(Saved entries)

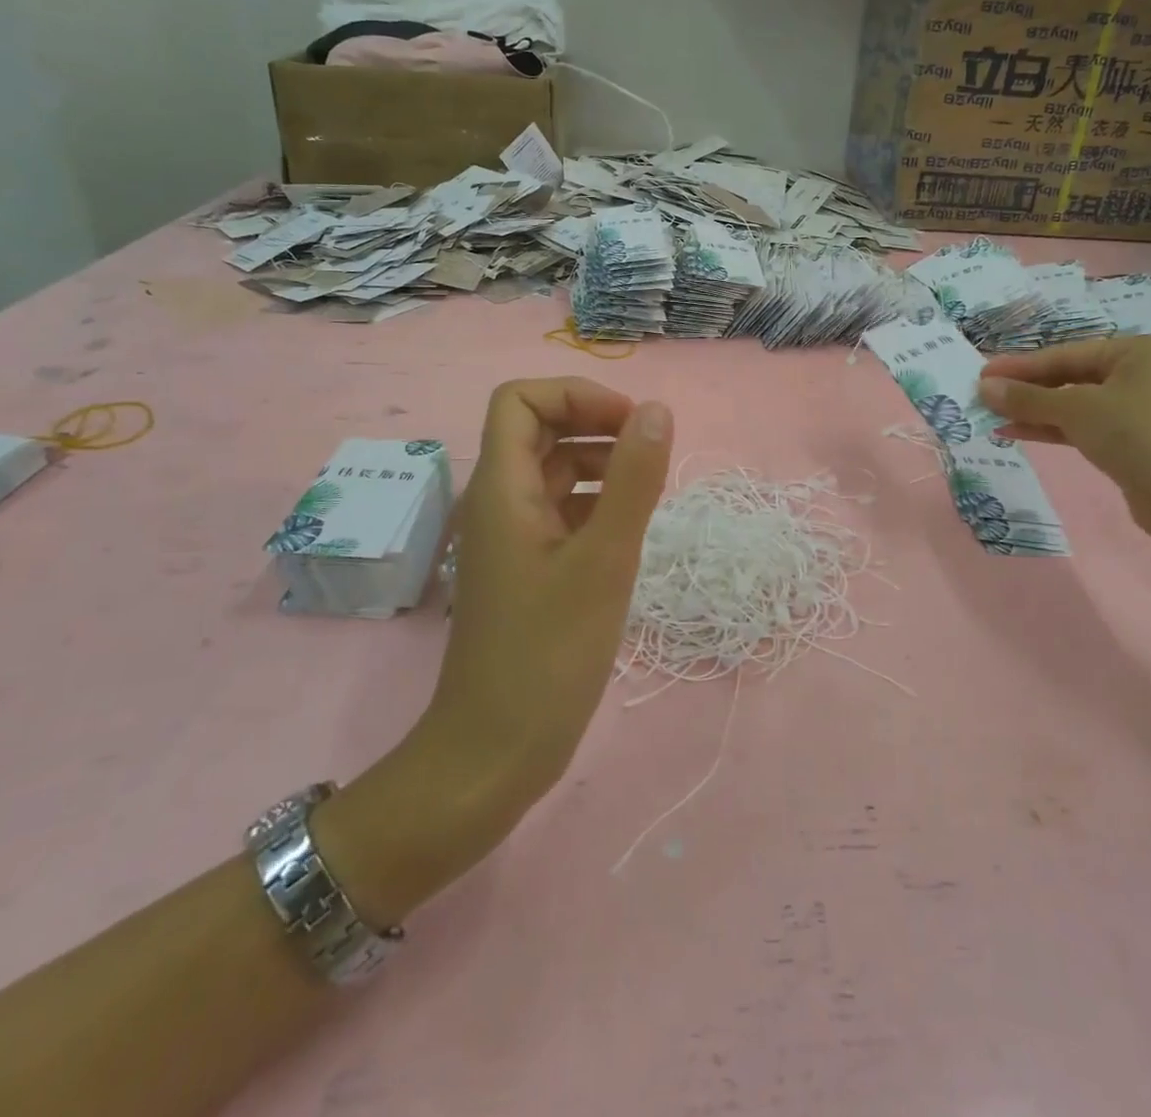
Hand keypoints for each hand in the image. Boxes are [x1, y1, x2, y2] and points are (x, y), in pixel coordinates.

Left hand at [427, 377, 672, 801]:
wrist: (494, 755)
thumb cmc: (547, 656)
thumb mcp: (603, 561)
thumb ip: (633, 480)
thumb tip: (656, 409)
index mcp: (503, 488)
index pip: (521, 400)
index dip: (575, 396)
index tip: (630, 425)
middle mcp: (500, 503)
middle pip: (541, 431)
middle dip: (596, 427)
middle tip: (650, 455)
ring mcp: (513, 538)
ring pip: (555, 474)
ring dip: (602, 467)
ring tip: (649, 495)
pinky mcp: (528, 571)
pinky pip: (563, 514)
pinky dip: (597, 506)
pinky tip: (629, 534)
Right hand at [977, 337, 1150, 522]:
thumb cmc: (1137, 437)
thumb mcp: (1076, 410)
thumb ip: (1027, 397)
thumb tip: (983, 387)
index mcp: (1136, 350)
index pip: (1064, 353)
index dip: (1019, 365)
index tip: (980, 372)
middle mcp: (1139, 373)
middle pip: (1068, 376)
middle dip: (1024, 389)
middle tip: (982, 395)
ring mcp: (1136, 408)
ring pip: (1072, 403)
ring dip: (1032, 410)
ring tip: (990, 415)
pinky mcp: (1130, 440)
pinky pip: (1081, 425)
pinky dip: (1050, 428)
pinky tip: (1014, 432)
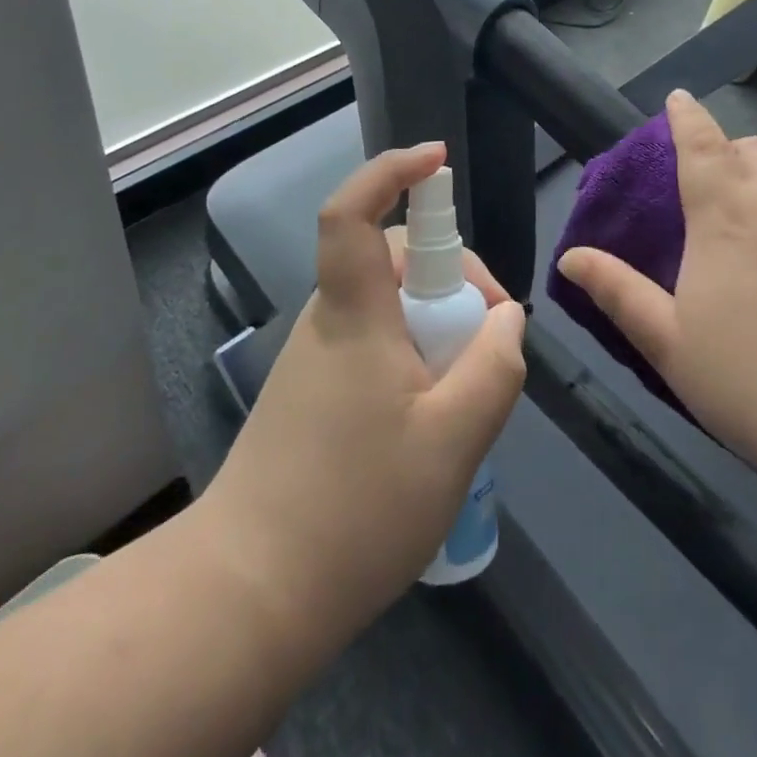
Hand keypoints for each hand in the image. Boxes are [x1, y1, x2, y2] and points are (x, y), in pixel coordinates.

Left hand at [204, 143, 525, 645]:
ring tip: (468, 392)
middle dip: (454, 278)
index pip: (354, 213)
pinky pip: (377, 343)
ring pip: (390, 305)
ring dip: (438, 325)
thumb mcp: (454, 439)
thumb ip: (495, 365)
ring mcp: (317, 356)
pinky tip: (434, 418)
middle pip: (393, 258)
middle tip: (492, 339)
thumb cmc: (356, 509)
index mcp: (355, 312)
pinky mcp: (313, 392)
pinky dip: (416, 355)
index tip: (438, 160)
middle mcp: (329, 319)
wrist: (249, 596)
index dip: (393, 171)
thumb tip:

Task to carry out
Your answer must be the lines from the one with "index pip: (354, 213)" through the last line of the data, repeated exactly and with nothing else.

Solution to this exercise
index pip: (354, 213)
pinky pip: (377, 343)
ring pip: (390, 305)
ring dip: (438, 325)
thumb mcp: (454, 439)
thumb ip: (495, 365)
ring mcp: (317, 356)
pinky tip: (434, 418)
middle pip: (393, 258)
middle tip: (492, 339)
thumb cmc: (356, 509)
index mcp: (355, 312)
pinky mcp: (313, 392)
pinky dip: (416, 355)
index tip: (438, 160)
middle mcp: (329, 319)
wrist: (249, 596)
index dip: (393, 171)
thumb tip:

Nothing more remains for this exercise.